Stored data:
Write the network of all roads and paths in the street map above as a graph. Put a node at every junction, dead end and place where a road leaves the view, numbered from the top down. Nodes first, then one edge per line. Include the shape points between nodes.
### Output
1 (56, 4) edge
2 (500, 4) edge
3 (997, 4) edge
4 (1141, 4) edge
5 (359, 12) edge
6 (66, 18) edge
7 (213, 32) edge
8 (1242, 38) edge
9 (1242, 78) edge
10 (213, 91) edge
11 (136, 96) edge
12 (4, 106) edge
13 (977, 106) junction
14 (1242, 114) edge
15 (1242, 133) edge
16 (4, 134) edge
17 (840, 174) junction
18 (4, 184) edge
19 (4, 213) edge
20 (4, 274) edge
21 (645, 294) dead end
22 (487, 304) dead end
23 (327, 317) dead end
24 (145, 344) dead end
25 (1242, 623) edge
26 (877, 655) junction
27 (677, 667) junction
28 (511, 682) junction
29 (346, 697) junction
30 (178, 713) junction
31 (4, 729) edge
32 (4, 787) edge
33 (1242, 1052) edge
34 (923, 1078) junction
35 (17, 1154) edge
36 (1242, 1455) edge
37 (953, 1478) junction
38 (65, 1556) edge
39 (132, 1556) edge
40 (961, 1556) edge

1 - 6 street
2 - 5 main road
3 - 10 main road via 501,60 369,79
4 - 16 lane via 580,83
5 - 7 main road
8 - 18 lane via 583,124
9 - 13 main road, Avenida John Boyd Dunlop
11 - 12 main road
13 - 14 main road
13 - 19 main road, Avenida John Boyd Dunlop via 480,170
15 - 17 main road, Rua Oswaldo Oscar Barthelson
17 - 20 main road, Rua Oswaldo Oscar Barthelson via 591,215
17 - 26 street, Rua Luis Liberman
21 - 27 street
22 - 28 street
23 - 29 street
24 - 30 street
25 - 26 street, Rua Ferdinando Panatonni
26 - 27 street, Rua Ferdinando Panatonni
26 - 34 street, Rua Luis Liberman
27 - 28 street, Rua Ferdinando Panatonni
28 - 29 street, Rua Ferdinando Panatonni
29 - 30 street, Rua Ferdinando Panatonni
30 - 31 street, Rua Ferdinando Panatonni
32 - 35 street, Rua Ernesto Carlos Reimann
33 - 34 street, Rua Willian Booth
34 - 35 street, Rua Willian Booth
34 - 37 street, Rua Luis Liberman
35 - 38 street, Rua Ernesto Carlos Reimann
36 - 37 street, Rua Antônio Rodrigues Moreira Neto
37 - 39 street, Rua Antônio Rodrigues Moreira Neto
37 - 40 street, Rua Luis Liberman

Activity: From beginning to end, the data must be duplicated exactly.

Solution for this task:
Write the network of all roads and paths in the street map above as a graph. Put a node at every junction, dead end and place where a road leaves the view, numbered from the top down. Nodes first, then one edge per line. Include the shape points between nodes.
### Output
1 (56, 4) edge
2 (500, 4) edge
3 (997, 4) edge
4 (1141, 4) edge
5 (359, 12) edge
6 (66, 18) edge
7 (213, 32) edge
8 (1242, 38) edge
9 (1242, 78) edge
10 (213, 91) edge
11 (136, 96) edge
12 (4, 106) edge
13 (977, 106) junction
14 (1242, 114) edge
15 (1242, 133) edge
16 (4, 134) edge
17 (840, 174) junction
18 (4, 184) edge
19 (4, 213) edge
20 (4, 274) edge
21 (645, 294) dead end
22 (487, 304) dead end
23 (327, 317) dead end
24 (145, 344) dead end
25 (1242, 623) edge
26 (877, 655) junction
27 (677, 667) junction
28 (511, 682) junction
29 (346, 697) junction
30 (178, 713) junction
31 (4, 729) edge
32 (4, 787) edge
33 (1242, 1052) edge
34 (923, 1078) junction
35 (17, 1154) edge
36 (1242, 1455) edge
37 (953, 1478) junction
38 (65, 1556) edge
39 (132, 1556) edge
40 (961, 1556) edge

1 - 6 street
2 - 5 main road
3 - 10 main road via 501,60 369,79
4 - 16 lane via 580,83
5 - 7 main road
8 - 18 lane via 583,124
9 - 13 main road, Avenida John Boyd Dunlop
11 - 12 main road
13 - 14 main road
13 - 19 main road, Avenida John Boyd Dunlop via 480,170
15 - 17 main road, Rua Oswaldo Oscar Barthelson
17 - 20 main road, Rua Oswaldo Oscar Barthelson via 591,215
17 - 26 street, Rua Luis Liberman
21 - 27 street
22 - 28 street
23 - 29 street
24 - 30 street
25 - 26 street, Rua Ferdinando Panatonni
26 - 27 street, Rua Ferdinando Panatonni
26 - 34 street, Rua Luis Liberman
27 - 28 street, Rua Ferdinando Panatonni
28 - 29 street, Rua Ferdinando Panatonni
29 - 30 street, Rua Ferdinando Panatonni
30 - 31 street, Rua Ferdinando Panatonni
32 - 35 street, Rua Ernesto Carlos Reimann
33 - 34 street, Rua Willian Booth
34 - 35 street, Rua Willian Booth
34 - 37 street, Rua Luis Liberman
35 - 38 street, Rua Ernesto Carlos Reimann
36 - 37 street, Rua Antônio Rodrigues Moreira Neto
37 - 39 street, Rua Antônio Rodrigues Moreira Neto
37 - 40 street, Rua Luis Liberman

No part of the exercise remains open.